14.Governing Law; Jurisdiction.
(a)This Agreement, and all Actions (whether in contract, tort or statute) that may be based upon, arise out of or relate to this Agreement, or the negotiation, execution or performance of this Agreement (including any claim or cause of action based upon, arising out of or related to any representation or warranty made in or in connection with this Agreement or as an inducement to enter into this Agreement), shall in all respects be governed by, and construed and enforced in accordance with, the Laws of the State of Delaware applicable to agreements made and to be performed entirely within such state without giving effect to any conflicts of law principles of such state that might refer the governance, construction or interpretation of such agreements to the Laws of another jurisdiction.

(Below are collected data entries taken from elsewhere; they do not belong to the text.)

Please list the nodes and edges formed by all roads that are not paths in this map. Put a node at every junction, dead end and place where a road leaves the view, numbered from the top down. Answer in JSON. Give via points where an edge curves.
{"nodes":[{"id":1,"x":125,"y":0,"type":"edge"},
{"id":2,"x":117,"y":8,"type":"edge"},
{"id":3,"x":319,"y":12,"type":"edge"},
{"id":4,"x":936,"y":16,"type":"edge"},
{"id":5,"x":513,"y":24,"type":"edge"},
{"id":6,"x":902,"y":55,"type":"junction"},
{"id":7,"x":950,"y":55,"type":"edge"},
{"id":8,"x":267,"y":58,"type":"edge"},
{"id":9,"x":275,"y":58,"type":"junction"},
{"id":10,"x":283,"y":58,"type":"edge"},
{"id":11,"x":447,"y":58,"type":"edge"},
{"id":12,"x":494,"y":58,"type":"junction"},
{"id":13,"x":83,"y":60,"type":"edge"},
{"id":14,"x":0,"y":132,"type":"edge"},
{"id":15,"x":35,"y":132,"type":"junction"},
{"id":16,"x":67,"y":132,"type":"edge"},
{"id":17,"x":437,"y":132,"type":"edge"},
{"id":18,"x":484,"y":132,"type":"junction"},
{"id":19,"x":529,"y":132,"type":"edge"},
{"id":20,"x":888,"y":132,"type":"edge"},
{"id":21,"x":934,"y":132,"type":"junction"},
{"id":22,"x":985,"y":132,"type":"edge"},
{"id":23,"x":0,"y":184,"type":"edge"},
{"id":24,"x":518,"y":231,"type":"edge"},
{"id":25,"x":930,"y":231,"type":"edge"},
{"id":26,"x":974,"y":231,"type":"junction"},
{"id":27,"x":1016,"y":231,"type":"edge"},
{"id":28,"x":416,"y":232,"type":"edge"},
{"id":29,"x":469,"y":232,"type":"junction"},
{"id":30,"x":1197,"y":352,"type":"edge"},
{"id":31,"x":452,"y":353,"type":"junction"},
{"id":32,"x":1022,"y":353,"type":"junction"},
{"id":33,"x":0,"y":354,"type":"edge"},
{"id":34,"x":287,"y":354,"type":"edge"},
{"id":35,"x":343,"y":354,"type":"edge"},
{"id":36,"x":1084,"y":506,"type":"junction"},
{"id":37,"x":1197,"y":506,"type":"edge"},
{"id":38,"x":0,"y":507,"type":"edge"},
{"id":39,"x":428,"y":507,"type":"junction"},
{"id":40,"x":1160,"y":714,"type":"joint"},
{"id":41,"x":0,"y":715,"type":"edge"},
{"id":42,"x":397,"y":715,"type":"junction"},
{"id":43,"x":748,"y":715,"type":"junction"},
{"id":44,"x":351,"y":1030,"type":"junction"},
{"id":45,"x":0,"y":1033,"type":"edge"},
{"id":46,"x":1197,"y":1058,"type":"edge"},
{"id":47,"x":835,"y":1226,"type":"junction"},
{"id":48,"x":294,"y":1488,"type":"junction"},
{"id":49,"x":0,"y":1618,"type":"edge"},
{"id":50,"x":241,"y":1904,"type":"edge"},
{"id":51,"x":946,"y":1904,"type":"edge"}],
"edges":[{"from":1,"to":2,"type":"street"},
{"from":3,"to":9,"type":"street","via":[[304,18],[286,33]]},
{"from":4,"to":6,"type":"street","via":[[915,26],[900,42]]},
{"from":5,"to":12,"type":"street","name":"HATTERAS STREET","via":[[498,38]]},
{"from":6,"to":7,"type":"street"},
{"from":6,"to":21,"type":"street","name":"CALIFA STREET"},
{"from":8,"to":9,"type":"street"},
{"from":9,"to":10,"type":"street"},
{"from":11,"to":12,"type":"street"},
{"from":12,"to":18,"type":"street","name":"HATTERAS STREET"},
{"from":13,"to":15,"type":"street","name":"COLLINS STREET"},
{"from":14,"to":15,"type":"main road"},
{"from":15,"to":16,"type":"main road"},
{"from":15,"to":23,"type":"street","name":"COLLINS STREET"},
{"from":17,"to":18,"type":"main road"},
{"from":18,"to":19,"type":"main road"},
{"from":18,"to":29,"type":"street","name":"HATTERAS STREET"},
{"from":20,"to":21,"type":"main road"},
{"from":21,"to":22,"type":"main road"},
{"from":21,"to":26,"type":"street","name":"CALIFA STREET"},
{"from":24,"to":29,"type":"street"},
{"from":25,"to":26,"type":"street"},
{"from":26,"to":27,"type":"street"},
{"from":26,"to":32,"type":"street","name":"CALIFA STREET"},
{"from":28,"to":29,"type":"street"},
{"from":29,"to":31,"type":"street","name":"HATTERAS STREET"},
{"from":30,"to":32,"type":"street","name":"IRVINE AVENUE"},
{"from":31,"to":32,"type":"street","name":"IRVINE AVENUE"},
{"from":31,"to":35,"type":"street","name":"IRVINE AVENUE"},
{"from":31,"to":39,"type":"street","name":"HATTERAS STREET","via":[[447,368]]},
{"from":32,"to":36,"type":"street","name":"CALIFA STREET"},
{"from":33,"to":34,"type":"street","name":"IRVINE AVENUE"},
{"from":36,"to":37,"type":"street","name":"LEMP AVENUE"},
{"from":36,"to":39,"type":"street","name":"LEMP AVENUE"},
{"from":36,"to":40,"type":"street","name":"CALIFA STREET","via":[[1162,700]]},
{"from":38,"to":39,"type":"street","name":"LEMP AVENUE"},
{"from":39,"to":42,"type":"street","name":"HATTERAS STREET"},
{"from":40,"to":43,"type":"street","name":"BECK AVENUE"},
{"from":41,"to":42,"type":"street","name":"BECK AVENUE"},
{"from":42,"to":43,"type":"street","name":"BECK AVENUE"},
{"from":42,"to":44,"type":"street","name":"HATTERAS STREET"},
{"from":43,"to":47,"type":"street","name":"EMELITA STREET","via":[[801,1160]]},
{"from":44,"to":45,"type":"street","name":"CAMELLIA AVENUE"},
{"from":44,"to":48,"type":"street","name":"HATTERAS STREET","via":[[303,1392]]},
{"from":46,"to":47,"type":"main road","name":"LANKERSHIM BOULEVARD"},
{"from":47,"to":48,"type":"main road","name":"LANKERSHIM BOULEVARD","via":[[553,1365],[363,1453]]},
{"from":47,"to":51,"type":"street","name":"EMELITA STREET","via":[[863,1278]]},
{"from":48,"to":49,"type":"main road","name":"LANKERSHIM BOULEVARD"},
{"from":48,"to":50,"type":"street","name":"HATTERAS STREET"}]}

(b)All Actions arising out of or relating to the interpretation and enforcement of the provisions of this Agreement shall be heard and determined in the Delaware Court of Chancery, or, if the Delaware Court of Chancery declines to accept jurisdiction over a particular matter, any federal court within the State of Delaware, or, if both the Delaware Court of Chancery and the federal courts within the State of Delaware decline to accept jurisdiction over a particular matter, any other state court within the State of Delaware, and, in each case, any appellate court therefrom.  The parties hereto hereby irrevocably submit to the exclusive jurisdiction and venue of such courts in any such Actions and irrevocably waive the defense of an inconvenient forum or lack of jurisdiction to the maintenance of any such Action.  The consents to jurisdiction and venue set forth in this Section 14(b) shall not constitute general consents to service of process in the State of Delaware and shall have no effect for any purpose except as provided in this paragraph and shall not be deemed to confer rights on any Person other than the parties hereto.  Each party hereto agrees that service of process upon such party in any Action arising out of or relating to this Agreement shall be effective if notice is given by overnight courier at the address set forth in Section 18 of this Agreement.  The parties hereto agree that a final judgment in any such Action shall be conclusive and may be enforced in other jurisdictions by suit on the judgment or in any other manner provided by applicable Law; provided, however, that nothing contained in the foregoing shall restrict any party’s rights to seek any post-judgment relief regarding, or any appeal from, a final trial court judgment.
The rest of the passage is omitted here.